▶ Recorded data:
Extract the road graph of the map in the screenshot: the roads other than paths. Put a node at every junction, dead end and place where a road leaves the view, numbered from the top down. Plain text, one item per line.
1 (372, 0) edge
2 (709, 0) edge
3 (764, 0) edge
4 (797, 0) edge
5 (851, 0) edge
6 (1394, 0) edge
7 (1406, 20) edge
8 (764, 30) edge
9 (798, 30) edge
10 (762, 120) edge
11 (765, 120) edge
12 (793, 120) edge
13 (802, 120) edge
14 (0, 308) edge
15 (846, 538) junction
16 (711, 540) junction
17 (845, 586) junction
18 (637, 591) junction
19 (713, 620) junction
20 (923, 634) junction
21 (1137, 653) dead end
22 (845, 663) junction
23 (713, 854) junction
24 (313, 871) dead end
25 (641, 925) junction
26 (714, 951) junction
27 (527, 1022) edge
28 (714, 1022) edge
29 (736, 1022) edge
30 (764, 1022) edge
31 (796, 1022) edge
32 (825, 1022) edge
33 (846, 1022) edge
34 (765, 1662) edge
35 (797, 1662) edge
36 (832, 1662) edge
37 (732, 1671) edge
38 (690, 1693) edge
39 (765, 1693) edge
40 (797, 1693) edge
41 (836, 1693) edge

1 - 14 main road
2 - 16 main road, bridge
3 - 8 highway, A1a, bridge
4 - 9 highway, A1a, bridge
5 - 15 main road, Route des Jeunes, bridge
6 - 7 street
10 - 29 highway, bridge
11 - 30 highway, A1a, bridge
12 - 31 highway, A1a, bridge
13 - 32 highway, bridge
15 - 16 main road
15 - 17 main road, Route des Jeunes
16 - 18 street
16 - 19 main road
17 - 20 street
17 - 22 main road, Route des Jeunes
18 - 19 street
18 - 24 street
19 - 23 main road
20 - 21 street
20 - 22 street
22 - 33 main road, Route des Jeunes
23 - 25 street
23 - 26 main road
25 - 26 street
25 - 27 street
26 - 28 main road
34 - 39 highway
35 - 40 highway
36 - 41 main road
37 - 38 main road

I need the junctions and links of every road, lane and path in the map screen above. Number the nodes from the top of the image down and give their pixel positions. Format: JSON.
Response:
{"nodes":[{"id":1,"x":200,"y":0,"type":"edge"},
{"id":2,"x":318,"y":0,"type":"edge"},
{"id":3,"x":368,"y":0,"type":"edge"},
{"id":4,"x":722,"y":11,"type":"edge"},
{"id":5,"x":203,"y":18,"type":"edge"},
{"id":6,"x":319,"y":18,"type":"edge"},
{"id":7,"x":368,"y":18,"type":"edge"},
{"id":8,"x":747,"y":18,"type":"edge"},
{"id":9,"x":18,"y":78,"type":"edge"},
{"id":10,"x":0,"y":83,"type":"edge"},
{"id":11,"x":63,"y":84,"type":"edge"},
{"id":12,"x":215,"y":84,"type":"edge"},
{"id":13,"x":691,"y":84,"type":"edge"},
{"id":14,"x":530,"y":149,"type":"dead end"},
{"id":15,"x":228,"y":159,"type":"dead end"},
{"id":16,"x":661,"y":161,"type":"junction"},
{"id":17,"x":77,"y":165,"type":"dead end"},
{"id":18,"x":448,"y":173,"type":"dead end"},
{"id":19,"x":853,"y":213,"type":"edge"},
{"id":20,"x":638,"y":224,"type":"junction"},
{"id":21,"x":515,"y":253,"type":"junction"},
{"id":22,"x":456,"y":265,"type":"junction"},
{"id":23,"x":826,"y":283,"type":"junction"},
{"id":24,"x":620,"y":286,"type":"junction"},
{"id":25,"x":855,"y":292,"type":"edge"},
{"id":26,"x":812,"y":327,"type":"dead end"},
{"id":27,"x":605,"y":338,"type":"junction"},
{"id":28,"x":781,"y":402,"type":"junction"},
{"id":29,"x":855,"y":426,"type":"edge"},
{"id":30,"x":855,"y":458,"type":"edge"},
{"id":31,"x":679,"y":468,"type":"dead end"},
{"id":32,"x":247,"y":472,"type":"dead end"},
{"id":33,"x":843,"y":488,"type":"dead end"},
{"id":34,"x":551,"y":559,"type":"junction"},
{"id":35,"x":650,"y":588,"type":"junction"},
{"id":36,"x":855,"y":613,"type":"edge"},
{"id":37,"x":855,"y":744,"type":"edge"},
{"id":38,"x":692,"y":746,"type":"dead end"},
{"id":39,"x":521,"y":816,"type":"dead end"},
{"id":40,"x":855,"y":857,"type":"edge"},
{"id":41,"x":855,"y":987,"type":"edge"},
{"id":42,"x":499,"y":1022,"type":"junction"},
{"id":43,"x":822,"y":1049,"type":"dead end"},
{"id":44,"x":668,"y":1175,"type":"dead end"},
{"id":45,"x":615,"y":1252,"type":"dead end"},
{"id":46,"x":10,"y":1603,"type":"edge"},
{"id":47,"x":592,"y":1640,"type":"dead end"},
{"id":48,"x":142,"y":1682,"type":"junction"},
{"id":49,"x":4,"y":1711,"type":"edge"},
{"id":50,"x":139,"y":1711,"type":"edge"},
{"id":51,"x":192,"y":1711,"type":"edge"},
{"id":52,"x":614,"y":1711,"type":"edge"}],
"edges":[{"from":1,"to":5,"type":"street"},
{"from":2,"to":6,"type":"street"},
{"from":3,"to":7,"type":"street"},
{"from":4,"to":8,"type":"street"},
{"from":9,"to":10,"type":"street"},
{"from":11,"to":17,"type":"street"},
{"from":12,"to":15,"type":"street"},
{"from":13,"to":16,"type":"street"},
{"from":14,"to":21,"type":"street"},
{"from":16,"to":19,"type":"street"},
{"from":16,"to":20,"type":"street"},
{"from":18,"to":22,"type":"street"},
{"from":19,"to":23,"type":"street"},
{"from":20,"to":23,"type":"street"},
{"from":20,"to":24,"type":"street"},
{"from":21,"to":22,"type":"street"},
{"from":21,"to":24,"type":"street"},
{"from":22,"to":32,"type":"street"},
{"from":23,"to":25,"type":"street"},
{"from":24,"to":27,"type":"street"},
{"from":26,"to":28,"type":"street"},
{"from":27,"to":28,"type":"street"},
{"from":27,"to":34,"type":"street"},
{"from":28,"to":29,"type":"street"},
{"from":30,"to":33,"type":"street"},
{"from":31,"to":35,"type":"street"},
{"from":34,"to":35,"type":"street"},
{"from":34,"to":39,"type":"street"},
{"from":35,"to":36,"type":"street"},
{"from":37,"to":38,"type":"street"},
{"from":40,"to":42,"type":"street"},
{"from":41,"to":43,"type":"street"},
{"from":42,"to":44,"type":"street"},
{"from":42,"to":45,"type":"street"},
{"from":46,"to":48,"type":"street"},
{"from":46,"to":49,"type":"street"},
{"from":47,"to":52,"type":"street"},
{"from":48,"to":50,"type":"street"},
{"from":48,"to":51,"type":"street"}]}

▶ Directions for this task: Nothing in the entries above may be left out; retype them all exactly.

▶ Finished exercise:
Extract the road graph of the map in the screenshot: the roads other than paths. Put a node at every junction, dead end and place where a road leaves the view, numbered from the top down. Plain text, one item per line.
1 (372, 0) edge
2 (709, 0) edge
3 (764, 0) edge
4 (797, 0) edge
5 (851, 0) edge
6 (1394, 0) edge
7 (1406, 20) edge
8 (764, 30) edge
9 (798, 30) edge
10 (762, 120) edge
11 (765, 120) edge
12 (793, 120) edge
13 (802, 120) edge
14 (0, 308) edge
15 (846, 538) junction
16 (711, 540) junction
17 (845, 586) junction
18 (637, 591) junction
19 (713, 620) junction
20 (923, 634) junction
21 (1137, 653) dead end
22 (845, 663) junction
23 (713, 854) junction
24 (313, 871) dead end
25 (641, 925) junction
26 (714, 951) junction
27 (527, 1022) edge
28 (714, 1022) edge
29 (736, 1022) edge
30 (764, 1022) edge
31 (796, 1022) edge
32 (825, 1022) edge
33 (846, 1022) edge
34 (765, 1662) edge
35 (797, 1662) edge
36 (832, 1662) edge
37 (732, 1671) edge
38 (690, 1693) edge
39 (765, 1693) edge
40 (797, 1693) edge
41 (836, 1693) edge

1 - 14 main road
2 - 16 main road, bridge
3 - 8 highway, A1a, bridge
4 - 9 highway, A1a, bridge
5 - 15 main road, Route des Jeunes, bridge
6 - 7 street
10 - 29 highway, bridge
11 - 30 highway, A1a, bridge
12 - 31 highway, A1a, bridge
13 - 32 highway, bridge
15 - 16 main road
15 - 17 main road, Route des Jeunes
16 - 18 street
16 - 19 main road
17 - 20 street
17 - 22 main road, Route des Jeunes
18 - 19 street
18 - 24 street
19 - 23 main road
20 - 21 street
20 - 22 street
22 - 33 main road, Route des Jeunes
23 - 25 street
23 - 26 main road
25 - 26 street
25 - 27 street
26 - 28 main road
34 - 39 highway
35 - 40 highway
36 - 41 main road
37 - 38 main road

I need the junctions and links of every road, lane and path in the map screen above. Number the nodes from the top of the image down and give their pixel positions. Format: JSON.
Response:
{"nodes":[{"id":1,"x":200,"y":0,"type":"edge"},
{"id":2,"x":318,"y":0,"type":"edge"},
{"id":3,"x":368,"y":0,"type":"edge"},
{"id":4,"x":722,"y":11,"type":"edge"},
{"id":5,"x":203,"y":18,"type":"edge"},
{"id":6,"x":319,"y":18,"type":"edge"},
{"id":7,"x":368,"y":18,"type":"edge"},
{"id":8,"x":747,"y":18,"type":"edge"},
{"id":9,"x":18,"y":78,"type":"edge"},
{"id":10,"x":0,"y":83,"type":"edge"},
{"id":11,"x":63,"y":84,"type":"edge"},
{"id":12,"x":215,"y":84,"type":"edge"},
{"id":13,"x":691,"y":84,"type":"edge"},
{"id":14,"x":530,"y":149,"type":"dead end"},
{"id":15,"x":228,"y":159,"type":"dead end"},
{"id":16,"x":661,"y":161,"type":"junction"},
{"id":17,"x":77,"y":165,"type":"dead end"},
{"id":18,"x":448,"y":173,"type":"dead end"},
{"id":19,"x":853,"y":213,"type":"edge"},
{"id":20,"x":638,"y":224,"type":"junction"},
{"id":21,"x":515,"y":253,"type":"junction"},
{"id":22,"x":456,"y":265,"type":"junction"},
{"id":23,"x":826,"y":283,"type":"junction"},
{"id":24,"x":620,"y":286,"type":"junction"},
{"id":25,"x":855,"y":292,"type":"edge"},
{"id":26,"x":812,"y":327,"type":"dead end"},
{"id":27,"x":605,"y":338,"type":"junction"},
{"id":28,"x":781,"y":402,"type":"junction"},
{"id":29,"x":855,"y":426,"type":"edge"},
{"id":30,"x":855,"y":458,"type":"edge"},
{"id":31,"x":679,"y":468,"type":"dead end"},
{"id":32,"x":247,"y":472,"type":"dead end"},
{"id":33,"x":843,"y":488,"type":"dead end"},
{"id":34,"x":551,"y":559,"type":"junction"},
{"id":35,"x":650,"y":588,"type":"junction"},
{"id":36,"x":855,"y":613,"type":"edge"},
{"id":37,"x":855,"y":744,"type":"edge"},
{"id":38,"x":692,"y":746,"type":"dead end"},
{"id":39,"x":521,"y":816,"type":"dead end"},
{"id":40,"x":855,"y":857,"type":"edge"},
{"id":41,"x":855,"y":987,"type":"edge"},
{"id":42,"x":499,"y":1022,"type":"junction"},
{"id":43,"x":822,"y":1049,"type":"dead end"},
{"id":44,"x":668,"y":1175,"type":"dead end"},
{"id":45,"x":615,"y":1252,"type":"dead end"},
{"id":46,"x":10,"y":1603,"type":"edge"},
{"id":47,"x":592,"y":1640,"type":"dead end"},
{"id":48,"x":142,"y":1682,"type":"junction"},
{"id":49,"x":4,"y":1711,"type":"edge"},
{"id":50,"x":139,"y":1711,"type":"edge"},
{"id":51,"x":192,"y":1711,"type":"edge"},
{"id":52,"x":614,"y":1711,"type":"edge"}],
"edges":[{"from":1,"to":5,"type":"street"},
{"from":2,"to":6,"type":"street"},
{"from":3,"to":7,"type":"street"},
{"from":4,"to":8,"type":"street"},
{"from":9,"to":10,"type":"street"},
{"from":11,"to":17,"type":"street"},
{"from":12,"to":15,"type":"street"},
{"from":13,"to":16,"type":"street"},
{"from":14,"to":21,"type":"street"},
{"from":16,"to":19,"type":"street"},
{"from":16,"to":20,"type":"street"},
{"from":18,"to":22,"type":"street"},
{"from":19,"to":23,"type":"street"},
{"from":20,"to":23,"type":"street"},
{"from":20,"to":24,"type":"street"},
{"from":21,"to":22,"type":"street"},
{"from":21,"to":24,"type":"street"},
{"from":22,"to":32,"type":"street"},
{"from":23,"to":25,"type":"street"},
{"from":24,"to":27,"type":"street"},
{"from":26,"to":28,"type":"street"},
{"from":27,"to":28,"type":"street"},
{"from":27,"to":34,"type":"street"},
{"from":28,"to":29,"type":"street"},
{"from":30,"to":33,"type":"street"},
{"from":31,"to":35,"type":"street"},
{"from":34,"to":35,"type":"street"},
{"from":34,"to":39,"type":"street"},
{"from":35,"to":36,"type":"street"},
{"from":37,"to":38,"type":"street"},
{"from":40,"to":42,"type":"street"},
{"from":41,"to":43,"type":"street"},
{"from":42,"to":44,"type":"street"},
{"from":42,"to":45,"type":"street"},
{"from":46,"to":48,"type":"street"},
{"from":46,"to":49,"type":"street"},
{"from":47,"to":52,"type":"street"},
{"from":48,"to":50,"type":"street"},
{"from":48,"to":51,"type":"street"}]}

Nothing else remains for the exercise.